I've always thought about buying one and then having someone who knows a lot more about circuitry, etc...than I do take a look at it. Part of the problem with HF stuff is they tend to skimp on certain components even though the overall unit might be relatively solid. I used to run the veggie oil filtration system for my Ford off of a HF "Blue Pump." It's basically a cheap 10 GPM pump that is meant for clear water, but has a reputation for blowing up. I got it for $25 (normally 50) on sale, and looking around online, I found a how-to for keeping it trouble free. For less than $30 worth of parts from an electrical supply house I put a thermal protection circuit on it (they would always jam, heat up, and melt down inside-sometimes catching on fire in the process :msp_scared and upgraded the capacitor so that it wouldn't blow on startup as they often did. I wonder if beefing up a HF winch would be as easy?


----------



## Rio_Grande (Sep 25, 2012)

They are a fine winch for the money. One word of cation, none of them are made for the kind of pulling that drags a big oak up a grade for 75 feet. I run Ramsey's because the business pays for them and I wouldn't use it that way. Pulling rolling loads short distances or heavy loads short distances but all electric winches will go pop if they get hot. The old warns rock. But I will never give warn another penny of my money. I bought one 8 ish years ago cost around 1400. One pull on the front of my truck about 40 feet worth and no more. Called the company and they advised their product was not designed for that type of "abuse" I put a after market motor on it and continued to put nickel and dime parts on it for another year before taking it off. JUNK in my opinion.


----------



## redheadwoodshed (Sep 25, 2012)

blades said:


> There is a reason why a Ramsey costs 10x as much.

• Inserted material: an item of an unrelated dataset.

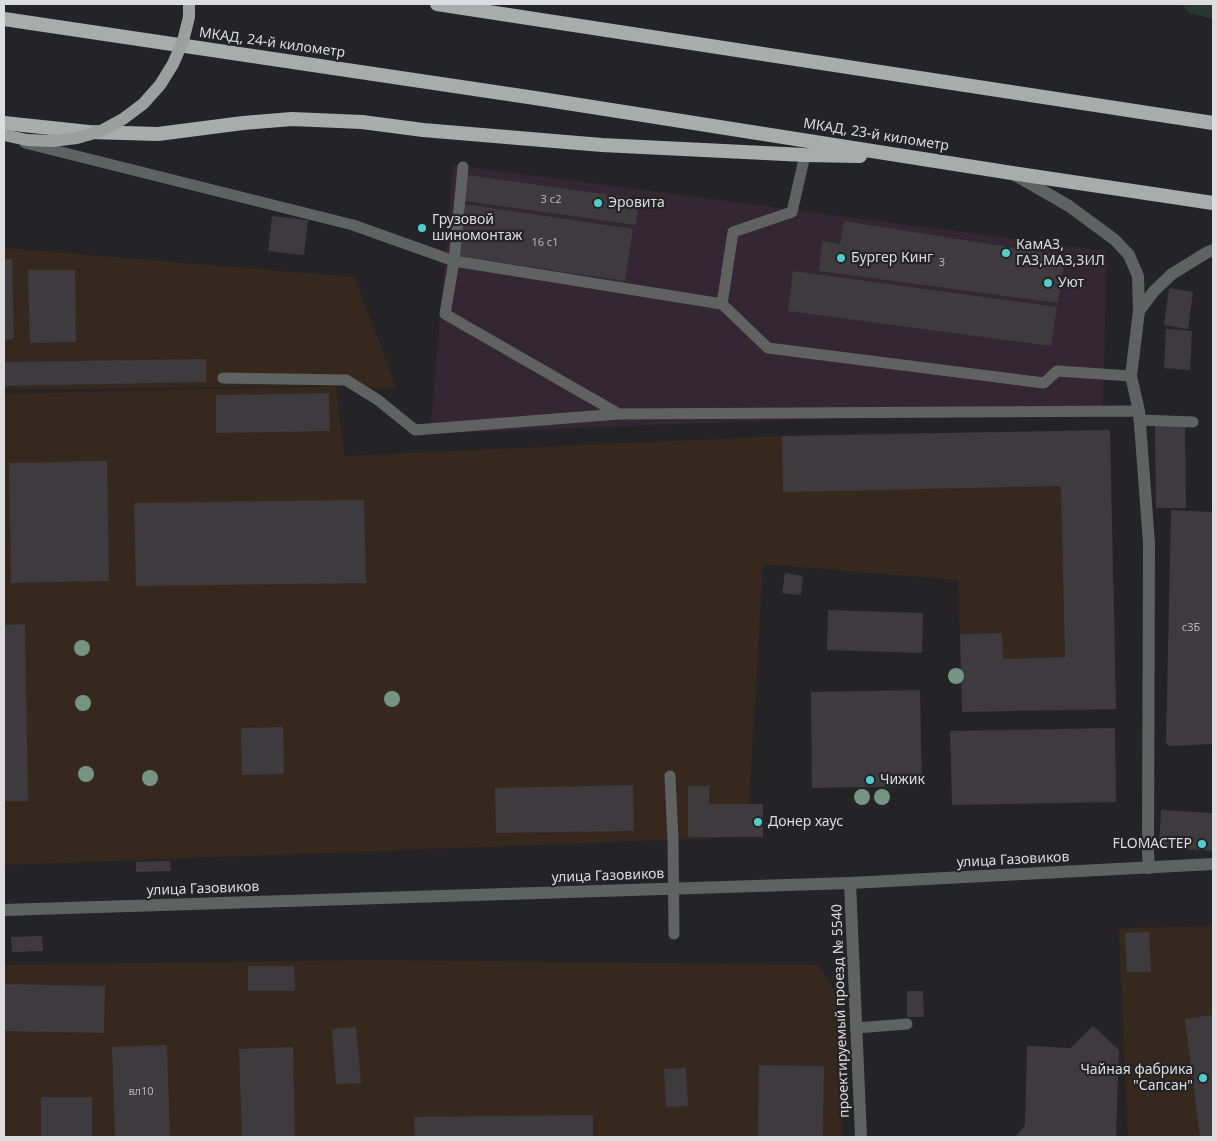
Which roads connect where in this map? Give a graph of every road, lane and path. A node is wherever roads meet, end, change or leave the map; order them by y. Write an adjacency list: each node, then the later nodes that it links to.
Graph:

I'm sure there is, but it's not because they are 10 times better.


----------



## 4seasons (Sep 25, 2012)

Electric winches are for emergency recovery. PERIOD. If you use one once a week for a few feet they work great. But if you are planning on long hauls for hours you need PTO. Electric get hot and die fast.


----------



## redprospector (Sep 25, 2012)

My thoughts on Harbor Freight winches? 
Well they are from Harbor Freight, so that means they are probably from China. 
If we keep buying cheap junk from China, because it's cheap, one day we'll have to go to China to get a job because that's where they'll all be.

My thoughts are still the same. Buy American made when possible, or don't complain about the economy.

Andy


----------



## Kenneth F (Sep 26, 2012)

If speed is not an issue wouldn't a block and tackle take a lot of load off the winch?


----------



## Big_Al (Sep 26, 2012)

redprospector said:


> My thoughts on Harbor Freight winches?
> Well they are from Harbor Freight, so that means they are probably from China.
> If we keep buying cheap junk from China, because it's cheap, one day we'll have to go to China to get a job because that's where they'll all be.
> 
> ...




Just happened to go to the warn dealer today, I needed a set of solenoids for my warn winch. I was surprised to see that they were made in Mexico. Makes ya wonder how much of warn is even made here any more.


----------



## redprospector (Sep 26, 2012)

Big_Al said:


> Just happened to go to the warn dealer today, I needed a set of solenoids for my warn winch. I was surprised to see that they were made in Mexico. Makes ya wonder how much of warn is even made here any more.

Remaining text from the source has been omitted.